Talking to children about death

Some things in life are especially hard to deal with...and hard to talk about...for adults as well as for children. It seems that the hardest ones involve loss. While most of the time, going away is followed by coming back, there are times when it's not. When a loss is permanent, children can have a lot of anger and sadness about a person or a beloved pet being taken away from them.

Most young children know something about death. They may have seen a dead bird or bug or had a pet die. In addition, they may have seen people on television die. Still, their notion of death is very limited and simplistic, and they probably have many misunderstandings. It's precisely because children do not understand what death is about that they need help from loving adults in talking about it.

Words can be confusing

Even though children respond more to the tone of our voice than to any particular words we use, it's important to be careful with our explanations. Children tend to take what we say literally. Someone once told a child we know that death was like "going to sleep." That child had great difficulty going to bed and getting to sleep because she was afraid she might not ever wake up. If children hear that someone has "lost" a father or a daughter, imagine what they might think! Or hearing that grandpa went on a "long, long journey," a child might want to know, "If he came home from his vacation last year, when will he come back this time?"
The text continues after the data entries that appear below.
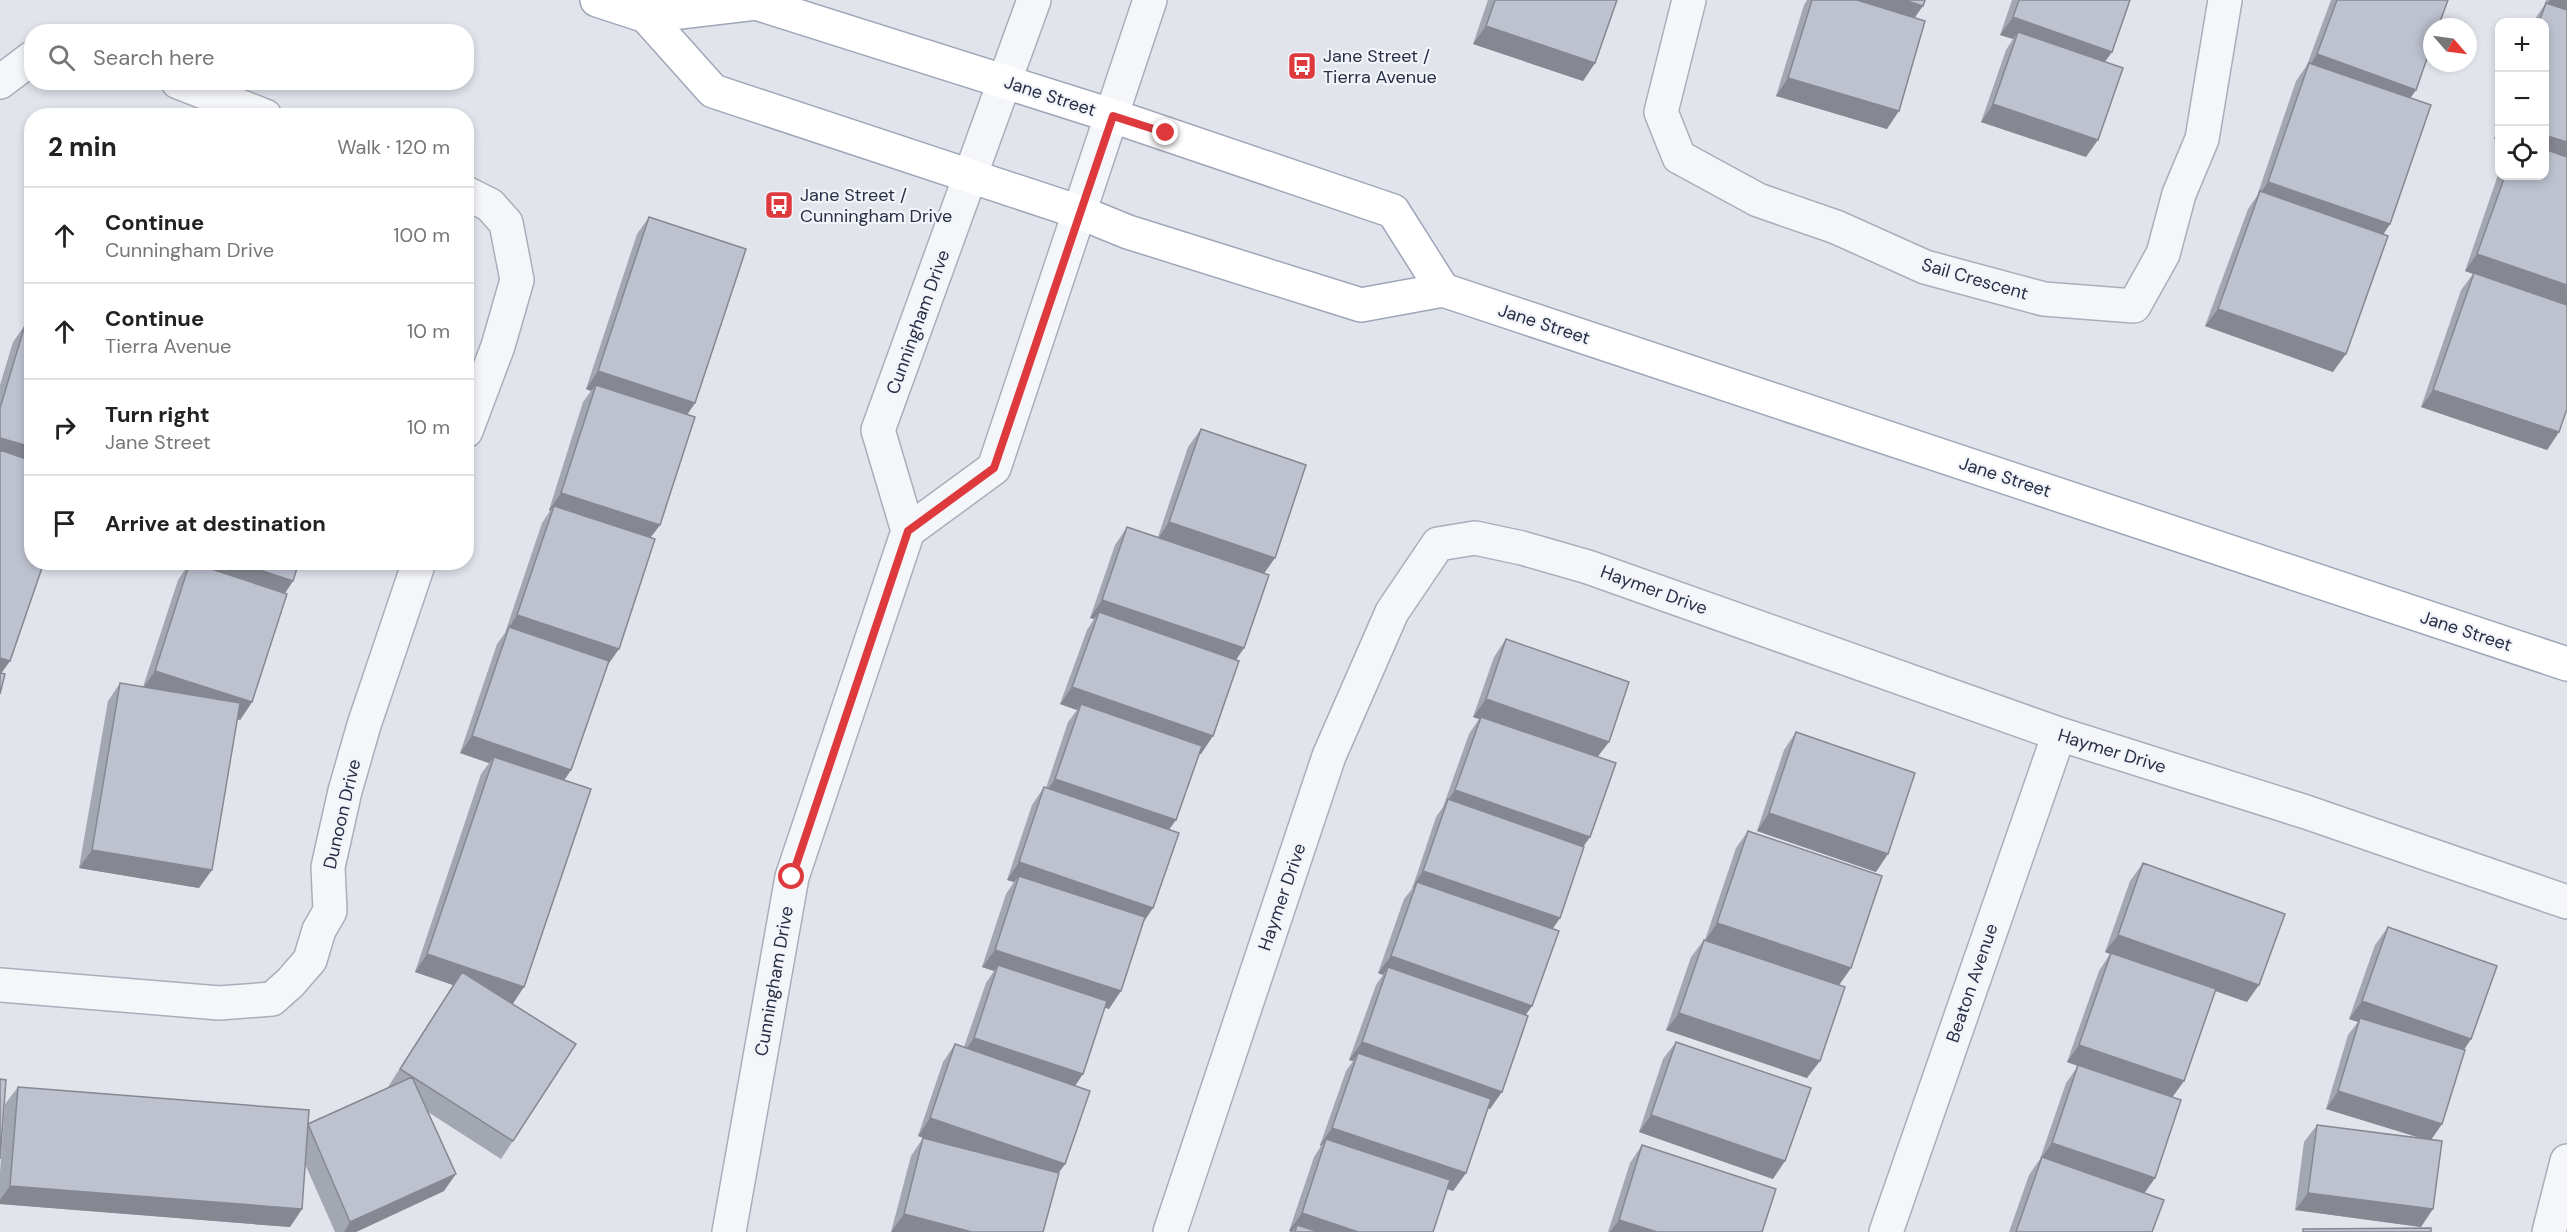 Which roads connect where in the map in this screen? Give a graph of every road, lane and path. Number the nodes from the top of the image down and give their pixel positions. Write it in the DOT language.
graph roads {
  1 [pos="597,0"];
  2 [pos="1034,0"];
  3 [pos="1150,0"];
  4 [pos="1689,0"];
  5 [pos="2225,0"];
  6 [pos="646,16"];
  7 [pos="24,64"];
  8 [pos="1003,81"];
  9 [pos="0,82"];
  10 [pos="198,90"];
  11 [pos="245,108"];
  12 [pos="1113,116"];
  13 [pos="971,178"];
  14 [pos="474,197"];
  15 [pos="1079,212"];
  16 [pos="1443,290"];
  17 [pos="474,409"];
  18 [pos="908,531"];
  19 [pos="416,570"];
  20 [pos="2567,664"];
  21 [pos="2059,734"];
  22 [pos="2567,902"];
  23 [pos="0,985"];
  24 [pos="2567,1161"];
  25 [pos="729,1232"];
  26 [pos="1170,1232"];
  27 [pos="1886,1232"];
  28 [pos="2549,1232"];
  1 -- 6 [label="main road, Jane Street"];
  2 -- 8 [label="street, Cunningham Drive"];
  3 -- 12 [label="street"];
  4 -- 5 [label="street, Sail Crescent"];
  6 -- 8 [label="main road, Jane Street"];
  6 -- 13 [label="main road, Jane Street"];
  7 -- 9 [label="street"];
  8 -- 12 [label="main road, Jane Street"];
  8 -- 13 [label="street, Cunningham Drive"];
  10 -- 11 [label="street"];
  12 -- 15 [label="street"];
  12 -- 16 [label="main road, Jane Street"];
  13 -- 15 [label="main road, Jane Street"];
  13 -- 18 [label="street, Cunningham Drive"];
  14 -- 17 [label="street"];
  15 -- 16 [label="main road, Jane Street"];
  15 -- 18 [label="street"];
  16 -- 20 [label="main road, Jane Street"];
  18 -- 25 [label="street, Cunningham Drive"];
  19 -- 23 [label="street, Dunoon Drive"];
  21 -- 22 [label="street, Haymer Drive"];
  21 -- 26 [label="street, Haymer Drive"];
  21 -- 27 [label="street, Beaton Avenue"];
  24 -- 28 [label="street"];
} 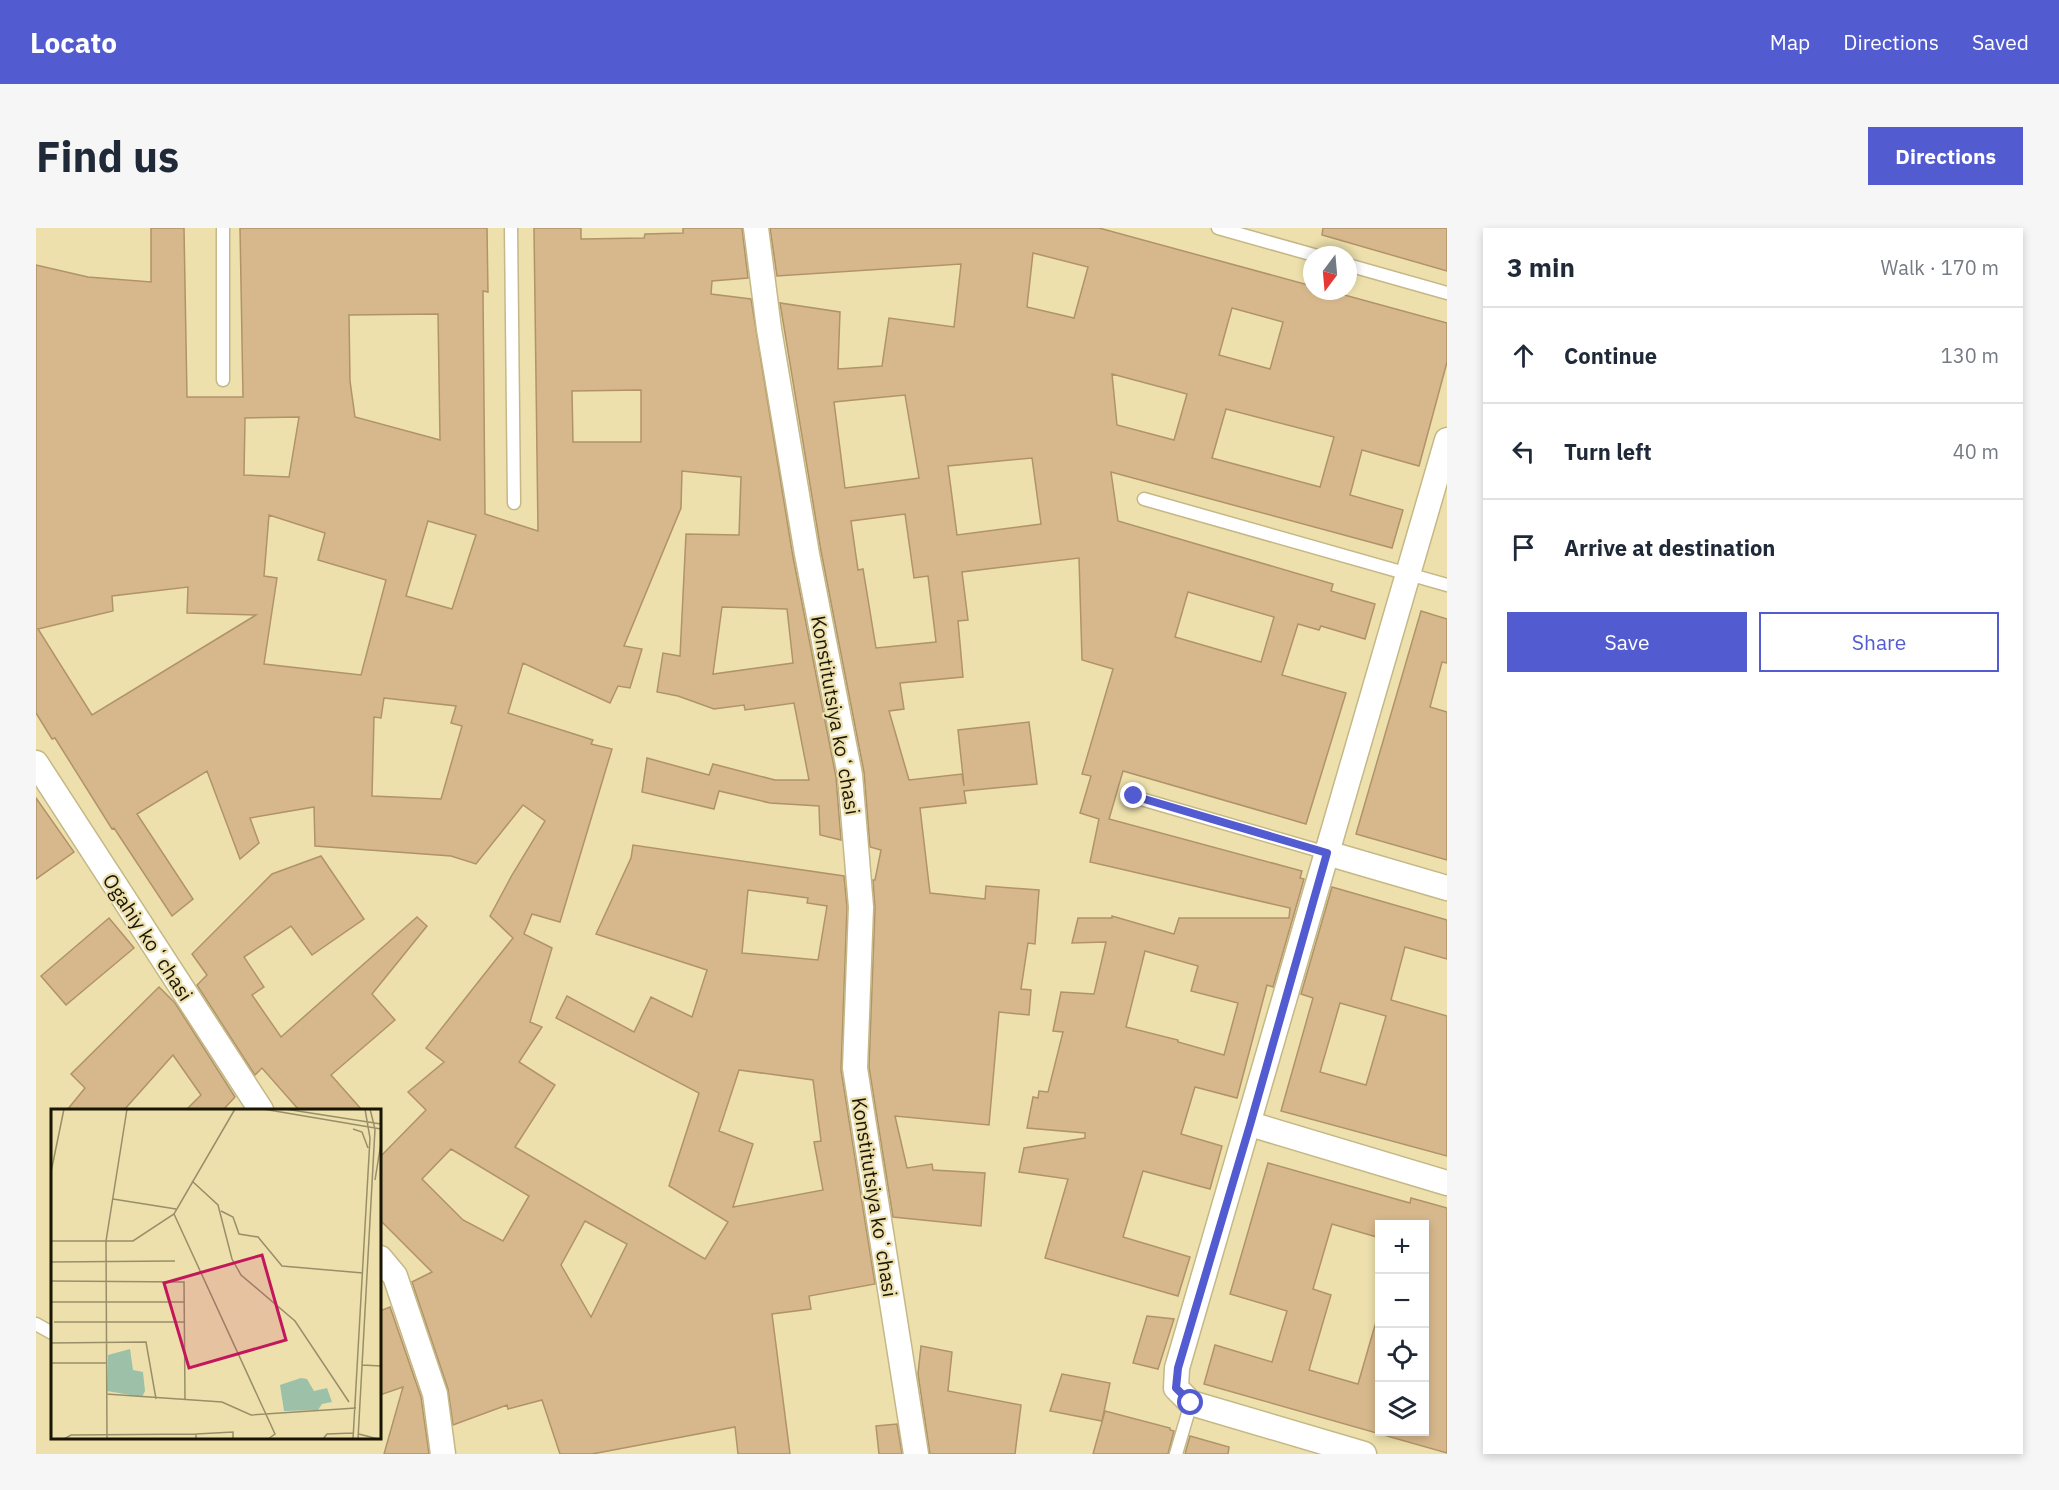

Despite our best intentions, many of our words can be frightening or confusing to children. "If heaven is up in the sky," some children have wondered, "Why are we burying Aunt Suzie in the ground?" Or, "If I go up in an airplane, can I see my baby sister who is in heaven?" When unknowing adults say, "Your daddy is in heaven watching over you," they usually mean to be reassuring, but to a child, those words might raise the image of a spy who sees and knows everything that the child thinks and does. It's often more helpful to answer a child's questions about death with, "No one knows for sure, but I believe..." Saying "I wonder about that, too," is also a way of keeping the communication open.

The grieving process

Grief is the internal response we experience when we lose someone or something that we care about. The best way we as adults can help a child is to encourage the child to express his or her feelings and questions. A child needs reassurance that someone will be there to support them. Children need to feel included in what is happening in the situation. It is generally best to avoid nonessential separations at this time.

Whenever possible, maintain a sense of routine for your child. The predictability is something that can be counted on during this time when other routines have been disrupted. If possible, include in your child's daily routine a place or time to talk about the day and ask questions. Provide simple answers, give a short description and listen for questions behind the questions. Consider the age of your child and where he or she is developmentally. Remember that the crisis is reprocessed from time to time. New questions can arise at every stage.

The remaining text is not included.